Mitz

The Marmoset of Bloomsbury

In the summer of 1934, Leonard and Virginia Woolf adopted a marmoset named Mitz. The tiny, sickly monkey had been rescued from a junk store by a wealthy friend who was quite relieved when Leonard volunteered to care for it. Leonard nursed it back to health, and for the next several years, the marmoset went wherever he did—sitting upon his shoulder, or tucked into his jacket pocket. Sigrid Nunez’s story of Mitz is also the story of this famous literary couple, on the eve of the second World War, years bright with their work and with the delight of their small companion, yet darkened by that approaching shadow. To see their lives through the marmoset is to draw the line between colonial extraction and fascist expansion—twin horrors that create and feed upon each other, both seeming distant right up until the moment when they knock down your door.

Reading notes

What books are for

In despair at a critical review, Virginia Woolf turned to her husband and asked,

Well, then, what should she do about such abuse? Pay no attention, get on with her work. And if she couldn’t work, what then? If such attacks upset her so that she couldn’t write—what then, Mongoose, what then? Then she should read until she could write again; that’s what books were for.

Nunez, Mitz, page 46

(“Mongoose” was the pet name Virginia used for Leonard; he called her “Mandrill.” Mitz is fiction, but it draws from the Woolf’s diaries and other contemporary sources and is, for my purposes, true enough. All prose is fiction, as Le Guin teaches us.)

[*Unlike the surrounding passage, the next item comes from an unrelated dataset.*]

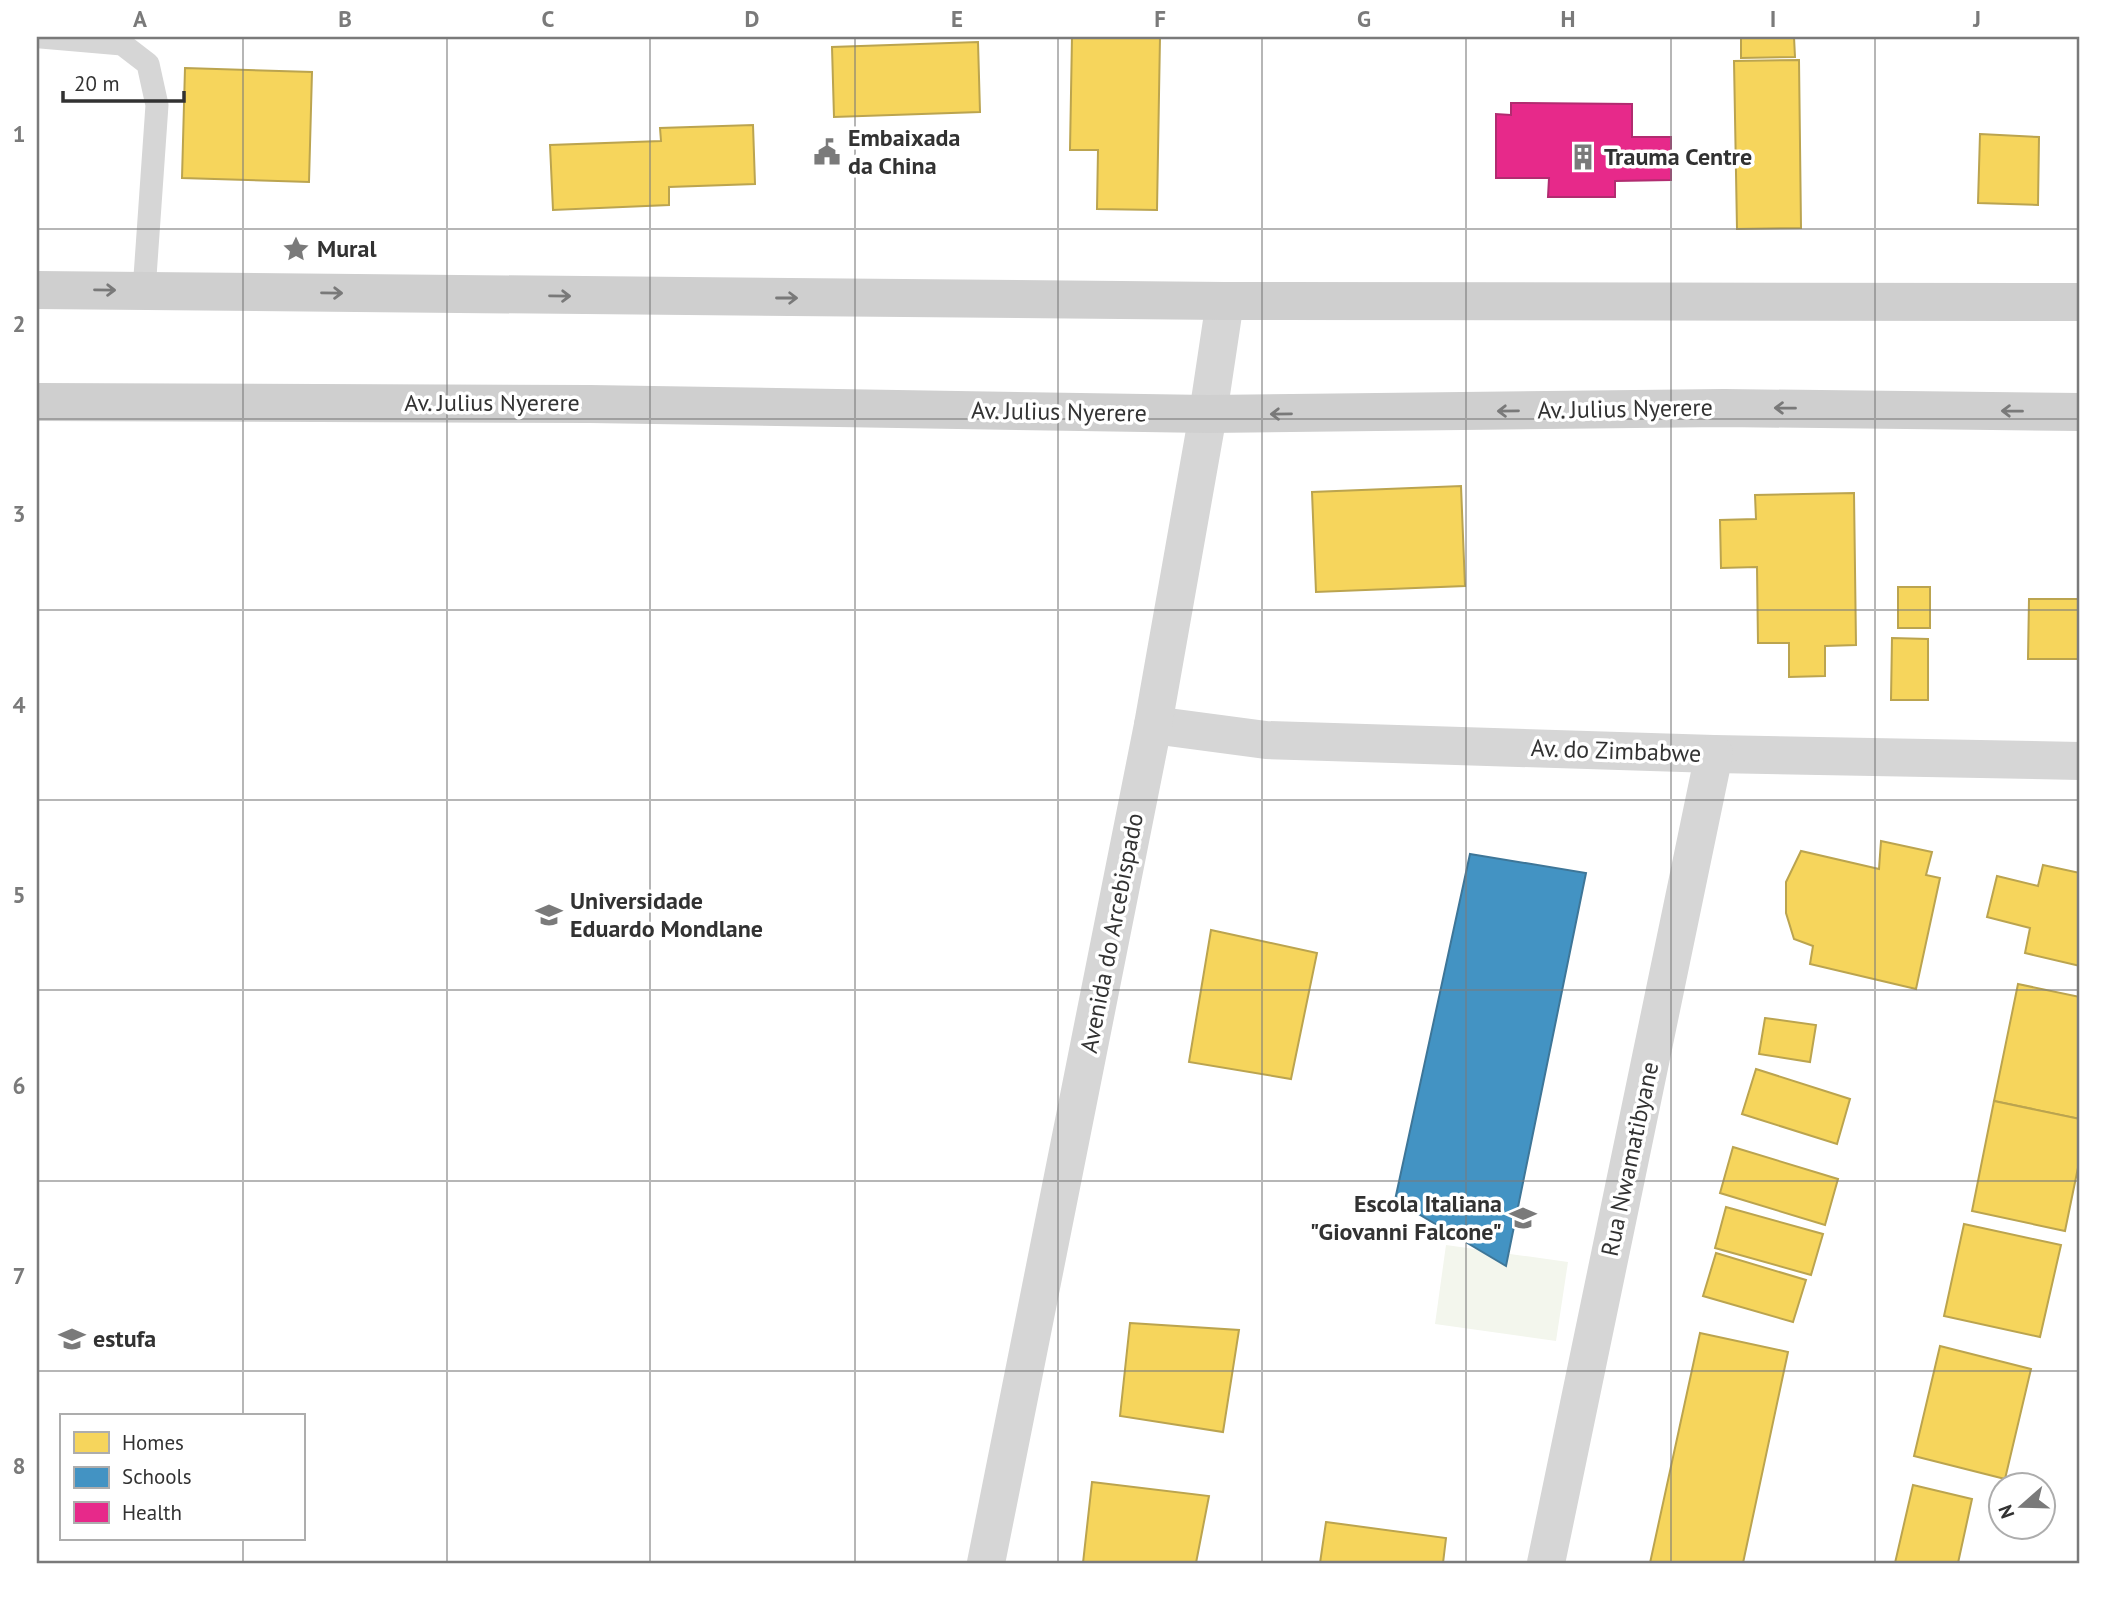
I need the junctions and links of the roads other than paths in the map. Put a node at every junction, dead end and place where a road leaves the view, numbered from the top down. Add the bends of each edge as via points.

Virginia, of course, knew well the ways that reading could summon us to our own wills. Here a similar note is echoed in a passage in A Room of One’s Own:

Nature seems, very oddly, to have provided us with an inner light by which to judge of the novelist’s integrity or disintegrity. Or perhaps it is rather that Nature, in her most irrational mood, has traced in invisible ink on the walls of the mind a premonition which these great artists confirm; a sketch which only needs to be held to the fire of genius to become visible. When one so exposes it and sees it come to life one exclaims in rapture, But this is what I have always felt and known and desired!

Woolf, A Room of One’s Own, page 94

This is one of the great joys of reading, and of reading novels in particular: that something in the novel resonates so deeply that you feel it vibrate down to your marrow, feel that spark of truth race across your veins. And that spark is, very often, a light by which we can write, the energy we need to put our own pen to paper, to evoke the fire that makes those premonitions visible, however darkly and briefly and tenuously.

And yet: sometimes the words do not come. In The Left Hand of Darkness, Le Guin writes:

As they say in Ekumenical School, when action grows unprofitable, gather information; when information grows unprofitable, sleep.

Le Guin, The Left Hand of Darkness, page 42

Which is another way of saying, when you can’t write, read. When you can’t read, sleep.